While delivering the Morse v. Frederick ruling, witnesses said, Chief Justice of the United States John Roberts sarcastically described a comical banner reading “Bong Hits 4 Jesus” amid some chuckles from the crowd that had gathered to watch the final decision reading of the Court’s term.
Students and First Amendment advocates, however, were not laughing.
On June 25, nearly five years after a high school student in Juneau, Alaska, held up the now-famous banner across the street from his school during the 2002 Olympic Torch Relay, the Supreme Court ruled that his school had a right to discipline him for his actions. In a narrow ruling, the Court decided that schools do not violate a student’s First Amendment free-speech rights by punishing speech that advocates illegal drug use at a school-sanctioned and school-supervised activity.
While students and advocates bristled at this setback to students’ freedom of expression, school administrators maintained that the right side prevailed. These groups were not the only ones that disagreed on the outcome of the legal battle, as the Court itself exhibited more than one sharp ideological split in the decision.
Speculation among First Amendment advocates about the decision’s potential impact ranged from optimistic to deeply skeptical. Several advocates simply shrugged and resignedly said, “It could have been worse.”
Many legal experts said the outcome of Morse, although unfavorable to established First Amendment protections, carves out a narrow precedent that is unlikely to prove devastating for student-speech rights.
The controversy began in January 2002 when Joseph Frederick, then an 18-year-old senior at Juneau-Douglas High School, raised a 14-foot banner duct-taped with the words “Bong Hits 4 Jesus” to attract the television cameras parked on the street next to his school. Frederick unfurled the banner for a moment in the spotlight, but he probably did not realize how much attention his message would soon receive.

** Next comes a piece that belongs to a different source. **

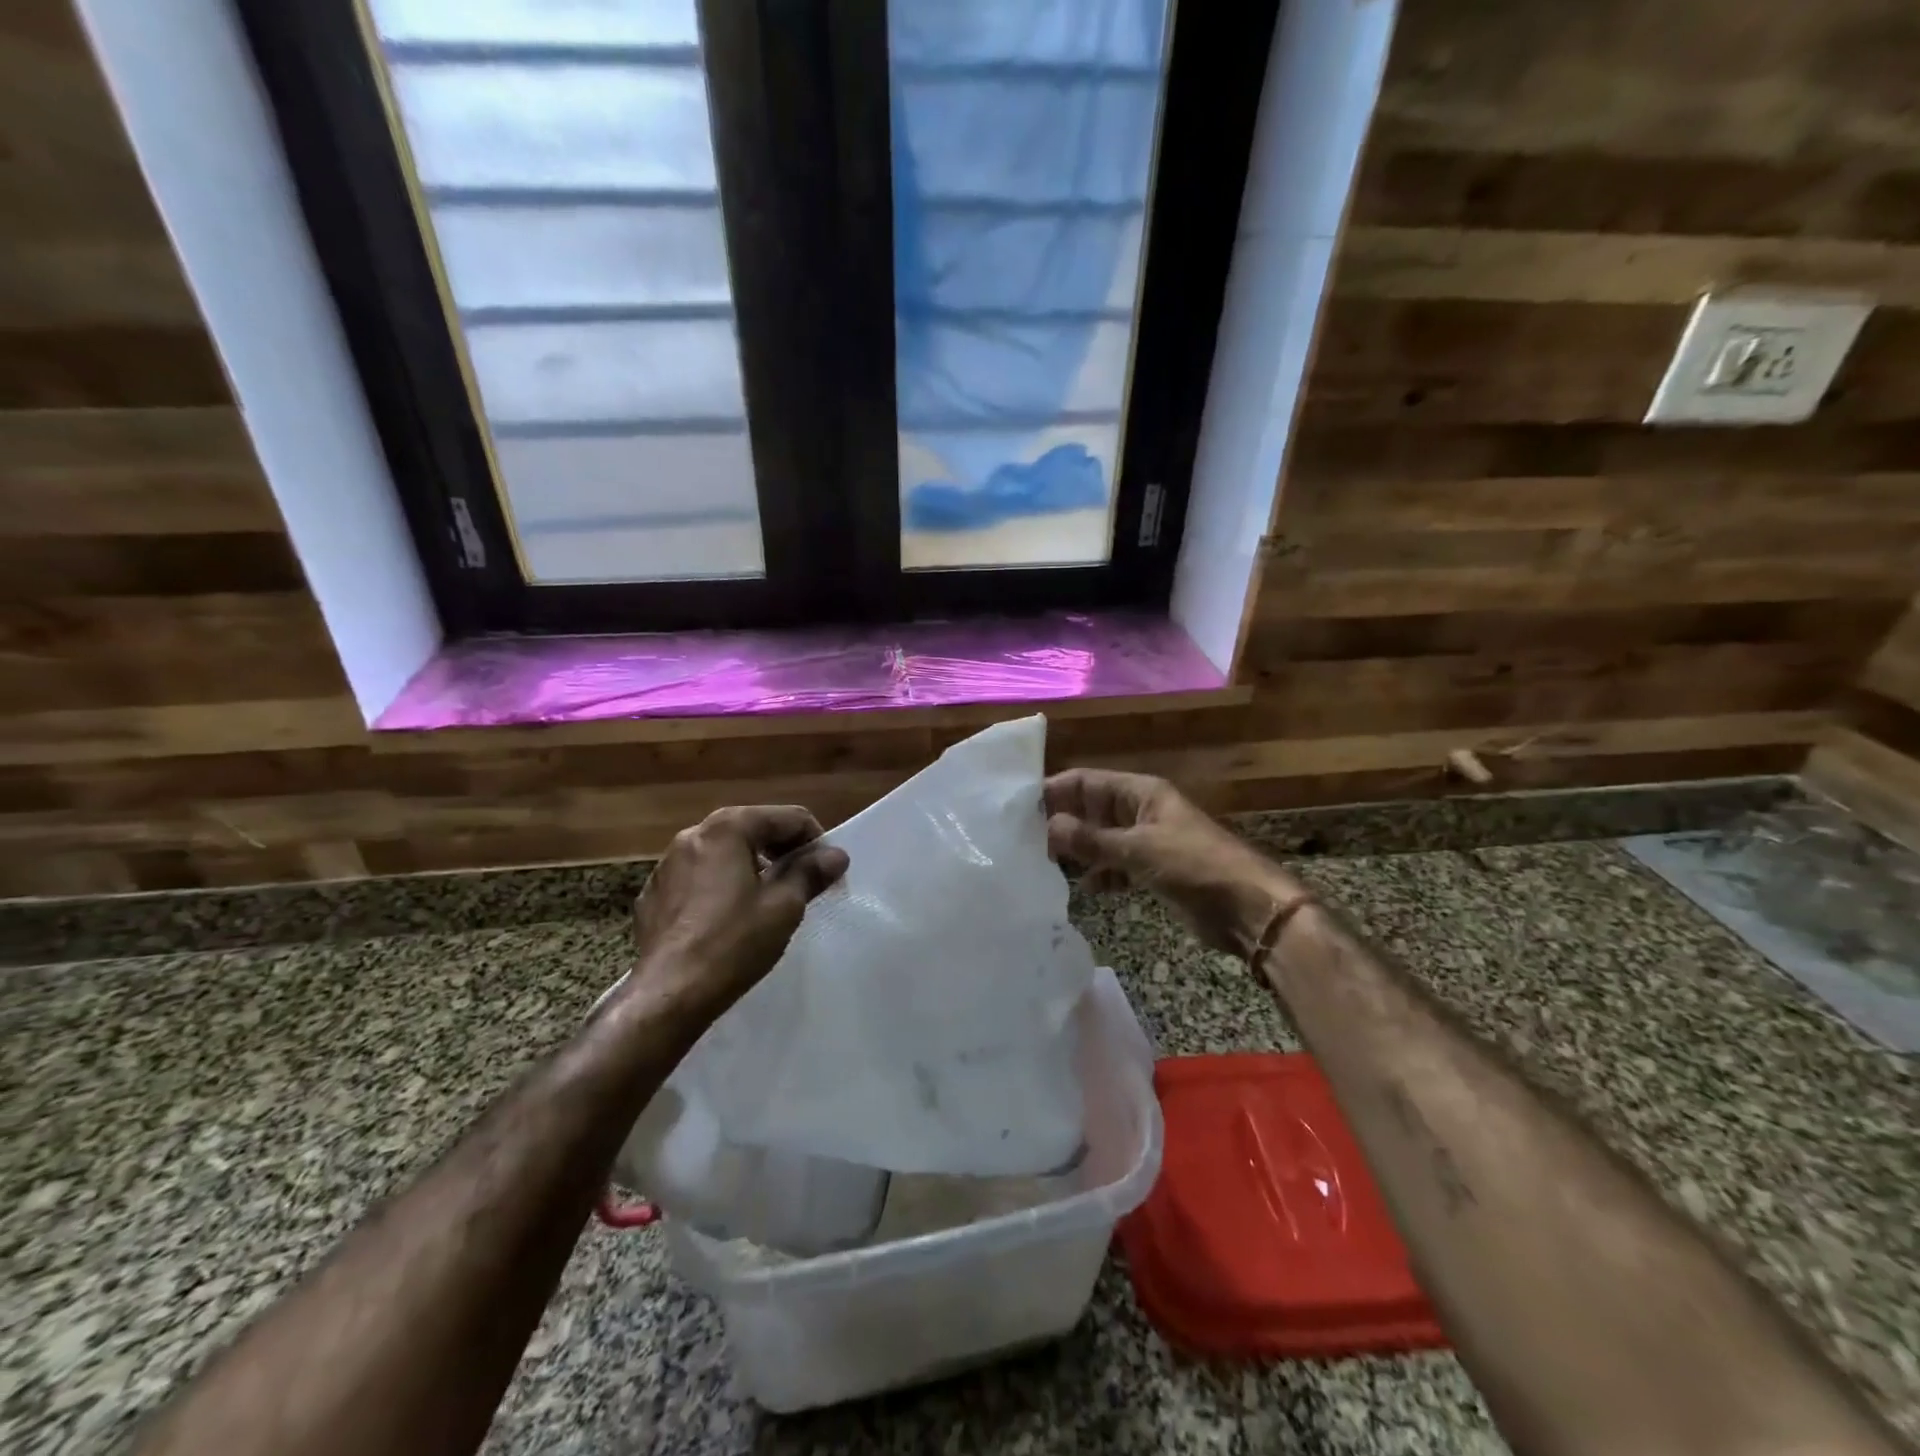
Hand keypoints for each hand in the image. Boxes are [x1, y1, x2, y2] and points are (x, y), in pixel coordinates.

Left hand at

Although Frederick would later claim that the words on the banner were “absurdly funny” but nonsensical, Principal Deborah Morse thought they carried a pro-drug use message.
After spotting the display across the street, Morse grabbed the banner and suspended Frederick for 10 days. Frederick appealed to the Juneau School Board to end his punishment but lost.
The conflict gained momentum in April 2002 when Frederick, with help from the American Civil Liberties Union of Alaska, filed suit in a federal court alleging that his free-speech rights had been violated.
But the district court ruled that Morse and the school board did not infringe upon his rights, stating that the First Amendment does not protect Frederick’s message in this case because the banner “conflicted with the school’s deterrence of illegal drug use.”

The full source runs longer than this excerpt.